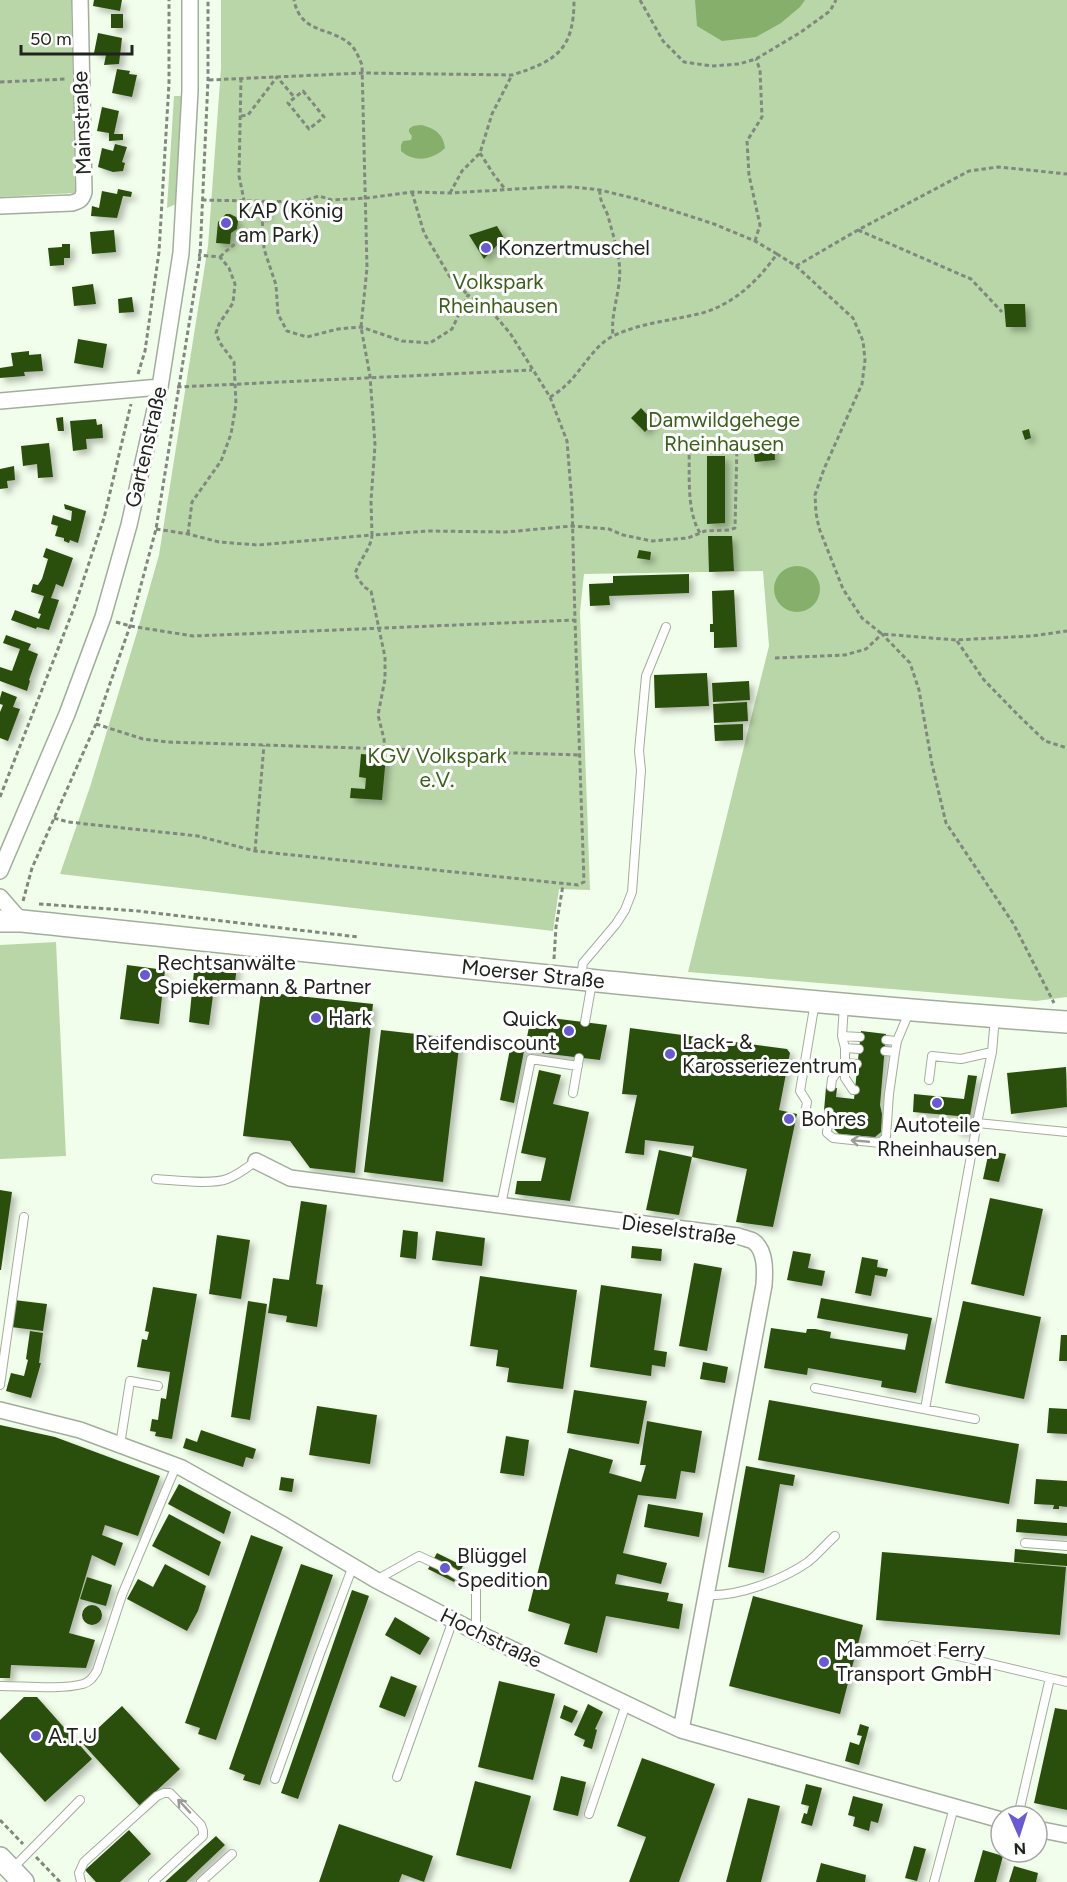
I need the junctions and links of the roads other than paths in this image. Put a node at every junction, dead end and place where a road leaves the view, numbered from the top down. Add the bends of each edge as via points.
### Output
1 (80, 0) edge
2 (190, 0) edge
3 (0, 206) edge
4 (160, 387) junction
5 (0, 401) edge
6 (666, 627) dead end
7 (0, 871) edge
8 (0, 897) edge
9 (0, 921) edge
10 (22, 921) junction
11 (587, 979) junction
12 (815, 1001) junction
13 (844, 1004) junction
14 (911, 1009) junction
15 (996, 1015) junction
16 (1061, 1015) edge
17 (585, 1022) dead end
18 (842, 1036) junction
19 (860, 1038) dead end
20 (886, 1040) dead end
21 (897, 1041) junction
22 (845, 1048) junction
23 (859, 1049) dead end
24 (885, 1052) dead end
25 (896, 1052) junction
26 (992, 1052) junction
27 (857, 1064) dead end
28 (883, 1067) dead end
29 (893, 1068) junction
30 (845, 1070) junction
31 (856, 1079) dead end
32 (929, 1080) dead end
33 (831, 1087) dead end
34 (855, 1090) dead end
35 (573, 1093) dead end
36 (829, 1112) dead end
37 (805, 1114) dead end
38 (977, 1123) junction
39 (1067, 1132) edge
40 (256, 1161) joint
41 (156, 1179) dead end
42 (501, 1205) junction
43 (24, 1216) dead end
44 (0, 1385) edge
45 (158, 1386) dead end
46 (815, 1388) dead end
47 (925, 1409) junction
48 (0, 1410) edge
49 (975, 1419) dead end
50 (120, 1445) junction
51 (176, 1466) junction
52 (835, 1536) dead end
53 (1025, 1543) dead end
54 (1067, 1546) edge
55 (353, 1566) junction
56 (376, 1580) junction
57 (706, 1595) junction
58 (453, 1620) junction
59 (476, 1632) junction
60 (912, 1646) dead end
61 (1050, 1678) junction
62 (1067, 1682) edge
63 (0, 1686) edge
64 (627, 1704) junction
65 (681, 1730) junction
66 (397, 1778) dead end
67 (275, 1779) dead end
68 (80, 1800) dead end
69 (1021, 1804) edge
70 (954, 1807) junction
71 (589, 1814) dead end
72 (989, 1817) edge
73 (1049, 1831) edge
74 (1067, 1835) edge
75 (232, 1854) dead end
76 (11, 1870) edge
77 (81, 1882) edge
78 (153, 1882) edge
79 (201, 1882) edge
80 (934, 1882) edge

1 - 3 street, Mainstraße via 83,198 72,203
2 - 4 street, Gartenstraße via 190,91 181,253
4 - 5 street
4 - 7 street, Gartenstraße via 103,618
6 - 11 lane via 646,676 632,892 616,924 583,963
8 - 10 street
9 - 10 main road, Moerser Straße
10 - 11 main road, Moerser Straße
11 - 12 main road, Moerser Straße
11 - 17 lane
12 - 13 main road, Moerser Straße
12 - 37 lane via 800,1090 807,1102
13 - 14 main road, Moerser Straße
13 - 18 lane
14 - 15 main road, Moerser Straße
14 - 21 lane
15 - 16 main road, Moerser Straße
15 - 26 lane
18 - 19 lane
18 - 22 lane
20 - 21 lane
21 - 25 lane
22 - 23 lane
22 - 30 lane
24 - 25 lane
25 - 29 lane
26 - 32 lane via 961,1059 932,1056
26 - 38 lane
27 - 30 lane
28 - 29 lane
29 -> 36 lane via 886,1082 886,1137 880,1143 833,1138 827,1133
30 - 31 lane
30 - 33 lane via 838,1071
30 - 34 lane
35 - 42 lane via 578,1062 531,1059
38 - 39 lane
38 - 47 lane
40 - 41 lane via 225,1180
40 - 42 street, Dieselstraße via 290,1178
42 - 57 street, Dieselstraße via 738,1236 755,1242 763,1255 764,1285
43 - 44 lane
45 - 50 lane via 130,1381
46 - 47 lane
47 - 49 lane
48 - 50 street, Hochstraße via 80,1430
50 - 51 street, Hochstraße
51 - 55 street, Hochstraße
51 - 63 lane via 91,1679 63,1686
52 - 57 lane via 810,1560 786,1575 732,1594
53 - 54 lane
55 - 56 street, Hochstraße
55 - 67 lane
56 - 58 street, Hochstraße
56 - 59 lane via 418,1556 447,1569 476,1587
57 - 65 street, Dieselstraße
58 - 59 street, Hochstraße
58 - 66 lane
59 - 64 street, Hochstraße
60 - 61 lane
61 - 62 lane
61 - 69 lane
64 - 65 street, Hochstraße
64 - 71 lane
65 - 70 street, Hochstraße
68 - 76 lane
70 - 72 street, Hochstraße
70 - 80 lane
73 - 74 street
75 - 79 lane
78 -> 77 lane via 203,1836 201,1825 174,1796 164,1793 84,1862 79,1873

-*-*-

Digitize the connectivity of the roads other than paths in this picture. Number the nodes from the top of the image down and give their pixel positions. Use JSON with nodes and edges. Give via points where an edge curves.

-*-*-

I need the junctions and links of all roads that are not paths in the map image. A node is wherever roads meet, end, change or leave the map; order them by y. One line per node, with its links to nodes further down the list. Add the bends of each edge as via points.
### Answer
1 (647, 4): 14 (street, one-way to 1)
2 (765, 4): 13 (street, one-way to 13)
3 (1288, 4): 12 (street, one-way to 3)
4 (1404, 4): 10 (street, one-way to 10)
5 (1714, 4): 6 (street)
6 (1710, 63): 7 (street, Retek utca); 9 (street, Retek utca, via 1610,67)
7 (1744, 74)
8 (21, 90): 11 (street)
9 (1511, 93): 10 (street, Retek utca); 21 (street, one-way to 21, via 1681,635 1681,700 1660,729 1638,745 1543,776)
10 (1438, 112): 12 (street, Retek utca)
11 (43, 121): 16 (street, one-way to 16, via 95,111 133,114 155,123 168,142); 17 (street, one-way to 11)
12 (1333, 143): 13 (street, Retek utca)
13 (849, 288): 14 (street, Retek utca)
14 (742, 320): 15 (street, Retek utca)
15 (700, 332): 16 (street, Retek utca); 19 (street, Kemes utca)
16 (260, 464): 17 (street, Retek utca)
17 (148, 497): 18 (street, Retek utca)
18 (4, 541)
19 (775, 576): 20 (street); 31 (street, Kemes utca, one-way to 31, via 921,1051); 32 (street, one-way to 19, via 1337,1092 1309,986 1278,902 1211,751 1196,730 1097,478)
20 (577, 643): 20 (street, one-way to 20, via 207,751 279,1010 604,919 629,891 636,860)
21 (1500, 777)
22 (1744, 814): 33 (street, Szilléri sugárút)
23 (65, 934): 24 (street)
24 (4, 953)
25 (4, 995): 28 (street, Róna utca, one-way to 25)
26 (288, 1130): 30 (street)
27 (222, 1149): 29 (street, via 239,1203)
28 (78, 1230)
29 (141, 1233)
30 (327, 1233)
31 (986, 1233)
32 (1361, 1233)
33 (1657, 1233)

-*-*-

WHAT IS NEEDED >>
Would you report every line of the entries above containing the word "this"?

EXERCISE RESULT >>
I need the junctions and links of the roads other than paths in this image. Put a node at every junction, dead end and place where a road leaves the view, numbered from the top down. Add the bends of each edge as via points.
Digitize the connectivity of the roads other than paths in this picture. Number the nodes from the top of the image down and give their pixel positions. Use JSON with nodes and edges. Give via points where an edge curves.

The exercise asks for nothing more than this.